**What is being asked:**
Copy out the records precisely, omitting pictures.

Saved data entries
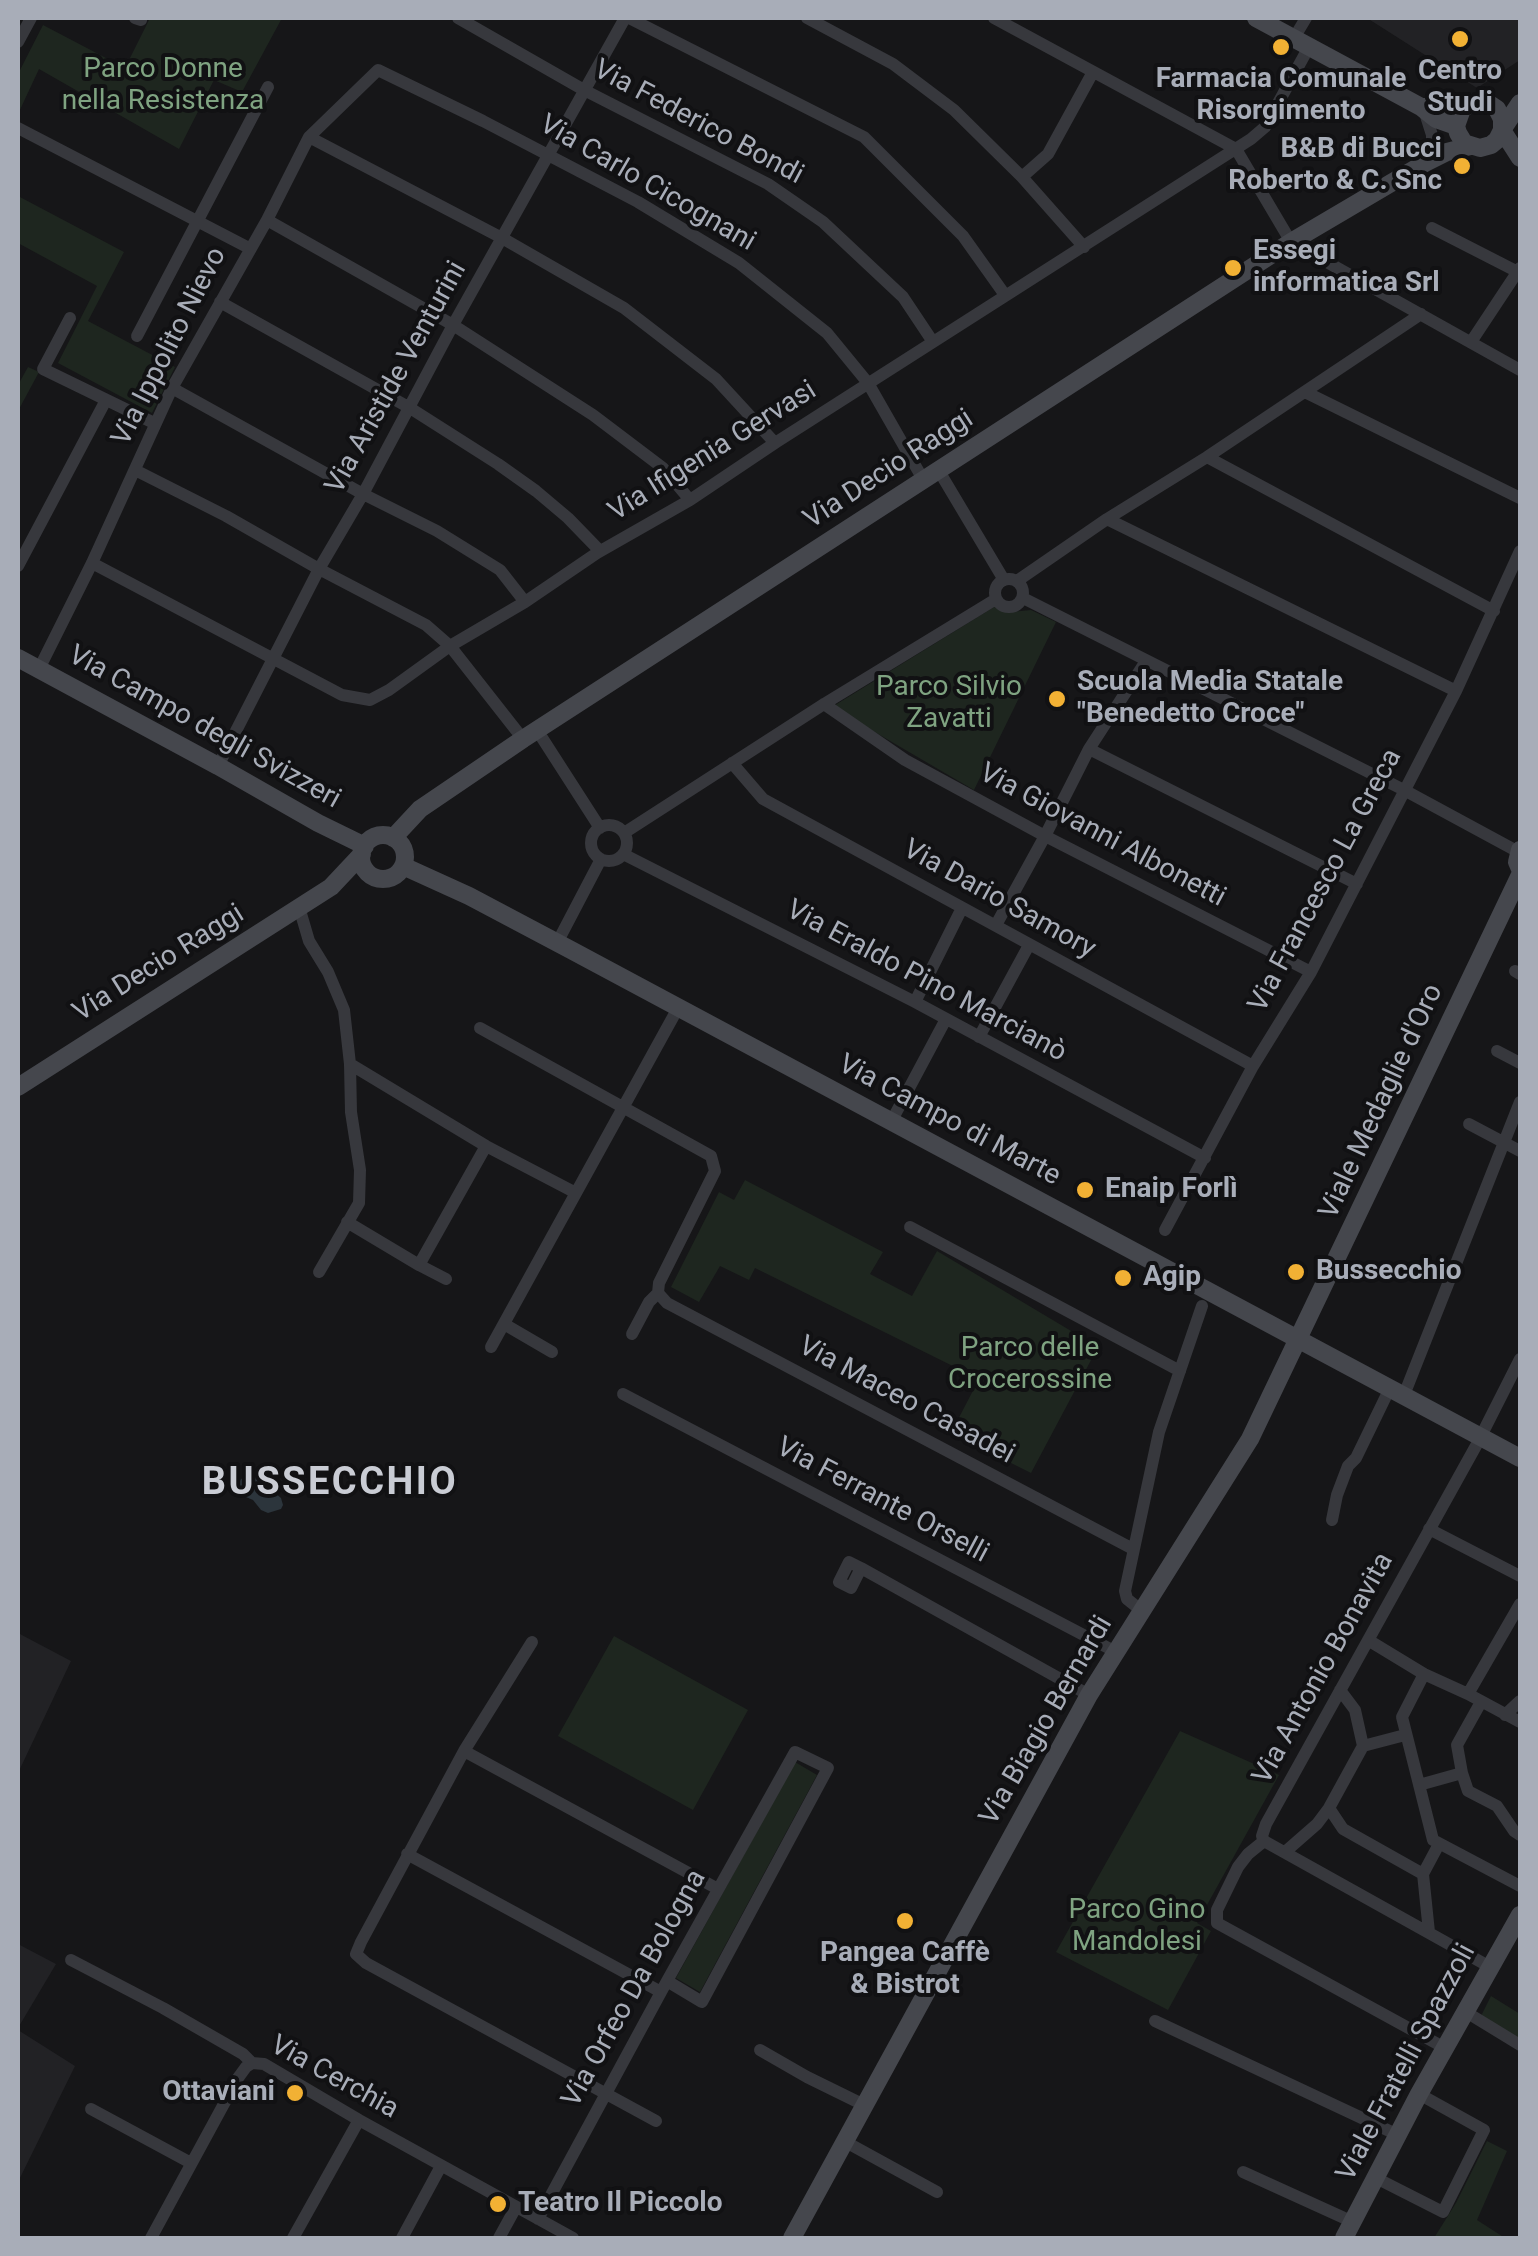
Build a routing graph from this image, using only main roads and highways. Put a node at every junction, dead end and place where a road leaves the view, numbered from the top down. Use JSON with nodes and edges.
{"nodes":[{"id":1,"x":1256,"y":18,"type":"edge"},
{"id":2,"x":1520,"y":101,"type":"edge"},
{"id":3,"x":1488,"y":103,"type":"junction"},
{"id":4,"x":1502,"y":130,"type":"junction"},
{"id":5,"x":1466,"y":132,"type":"junction"},
{"id":6,"x":1520,"y":158,"type":"edge"},
{"id":7,"x":1520,"y":166,"type":"edge"},
{"id":8,"x":18,"y":658,"type":"edge"},
{"id":9,"x":393,"y":838,"type":"junction"},
{"id":10,"x":363,"y":850,"type":"junction"},
{"id":11,"x":1520,"y":862,"type":"edge"},
{"id":12,"x":403,"y":866,"type":"junction"},
{"id":13,"x":377,"y":878,"type":"junction"},
{"id":14,"x":331,"y":887,"type":"junction"},
{"id":15,"x":18,"y":1086,"type":"edge"},
{"id":16,"x":1299,"y":1340,"type":"junction"},
{"id":17,"x":1520,"y":1458,"type":"edge"},
{"id":18,"x":1142,"y":1611,"type":"joint"},
{"id":19,"x":1520,"y":1915,"type":"edge"},
{"id":20,"x":1348,"y":2230,"type":"edge"},
{"id":21,"x":792,"y":2238,"type":"edge"}],
"edges":[{"from":1,"to":5,"type":"main road"},
{"from":2,"to":3,"type":"main road","name":"Via Decio Raggi"},
{"from":2,"to":4,"type":"main road","name":"Via Decio Raggi"},
{"from":3,"to":4,"type":"main road"},
{"from":3,"to":5,"type":"main road","name":"Via Decio Raggi"},
{"from":4,"to":5,"type":"main road","name":"Via Decio Raggi"},
{"from":4,"to":6,"type":"main road"},
{"from":5,"to":7,"type":"main road"},
{"from":5,"to":9,"type":"main road","name":"Via Decio Raggi"},
{"from":8,"to":10,"type":"main road","name":"Via Campo degli Svizzeri"},
{"from":9,"to":10,"type":"main road"},
{"from":9,"to":12,"type":"main road"},
{"from":10,"to":13,"type":"main road"},
{"from":10,"to":14,"type":"main road","name":"Via Decio Raggi"},
{"from":11,"to":16,"type":"main road","name":"Viale Medaglie d'Oro"},
{"from":12,"to":13,"type":"main road"},
{"from":12,"to":16,"type":"main road","name":"Via Campo di Marte"},
{"from":13,"to":14,"type":"main road","name":"Via Decio Raggi"},
{"from":14,"to":15,"type":"main road","name":"Via Decio Raggi"},
{"from":16,"to":17,"type":"main road","name":"Via Campo di Marte"},
{"from":16,"to":18,"type":"main road","name":"Viale Medaglie d'Oro"},
{"from":18,"to":21,"type":"main road","name":"Via Biagio Bernardi"},
{"from":19,"to":20,"type":"main road","name":"Viale Fratelli Spazzoli"}]}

**Result for this exercise:**
Build a routing graph from this image, using only main roads and highways. Put a node at every junction, dead end and place where a road leaves the view, numbered from the top down. Use JSON with nodes and edges.
{"nodes":[{"id":1,"x":1256,"y":18,"type":"edge"},
{"id":2,"x":1520,"y":101,"type":"edge"},
{"id":3,"x":1488,"y":103,"type":"junction"},
{"id":4,"x":1502,"y":130,"type":"junction"},
{"id":5,"x":1466,"y":132,"type":"junction"},
{"id":6,"x":1520,"y":158,"type":"edge"},
{"id":7,"x":1520,"y":166,"type":"edge"},
{"id":8,"x":18,"y":658,"type":"edge"},
{"id":9,"x":393,"y":838,"type":"junction"},
{"id":10,"x":363,"y":850,"type":"junction"},
{"id":11,"x":1520,"y":862,"type":"edge"},
{"id":12,"x":403,"y":866,"type":"junction"},
{"id":13,"x":377,"y":878,"type":"junction"},
{"id":14,"x":331,"y":887,"type":"junction"},
{"id":15,"x":18,"y":1086,"type":"edge"},
{"id":16,"x":1299,"y":1340,"type":"junction"},
{"id":17,"x":1520,"y":1458,"type":"edge"},
{"id":18,"x":1142,"y":1611,"type":"joint"},
{"id":19,"x":1520,"y":1915,"type":"edge"},
{"id":20,"x":1348,"y":2230,"type":"edge"},
{"id":21,"x":792,"y":2238,"type":"edge"}],
"edges":[{"from":1,"to":5,"type":"main road"},
{"from":2,"to":3,"type":"main road","name":"Via Decio Raggi"},
{"from":2,"to":4,"type":"main road","name":"Via Decio Raggi"},
{"from":3,"to":4,"type":"main road"},
{"from":3,"to":5,"type":"main road","name":"Via Decio Raggi"},
{"from":4,"to":5,"type":"main road","name":"Via Decio Raggi"},
{"from":4,"to":6,"type":"main road"},
{"from":5,"to":7,"type":"main road"},
{"from":5,"to":9,"type":"main road","name":"Via Decio Raggi"},
{"from":8,"to":10,"type":"main road","name":"Via Campo degli Svizzeri"},
{"from":9,"to":10,"type":"main road"},
{"from":9,"to":12,"type":"main road"},
{"from":10,"to":13,"type":"main road"},
{"from":10,"to":14,"type":"main road","name":"Via Decio Raggi"},
{"from":11,"to":16,"type":"main road","name":"Viale Medaglie d'Oro"},
{"from":12,"to":13,"type":"main road"},
{"from":12,"to":16,"type":"main road","name":"Via Campo di Marte"},
{"from":13,"to":14,"type":"main road","name":"Via Decio Raggi"},
{"from":14,"to":15,"type":"main road","name":"Via Decio Raggi"},
{"from":16,"to":17,"type":"main road","name":"Via Campo di Marte"},
{"from":16,"to":18,"type":"main road","name":"Viale Medaglie d'Oro"},
{"from":18,"to":21,"type":"main road","name":"Via Biagio Bernardi"},
{"from":19,"to":20,"type":"main road","name":"Viale Fratelli Spazzoli"}]}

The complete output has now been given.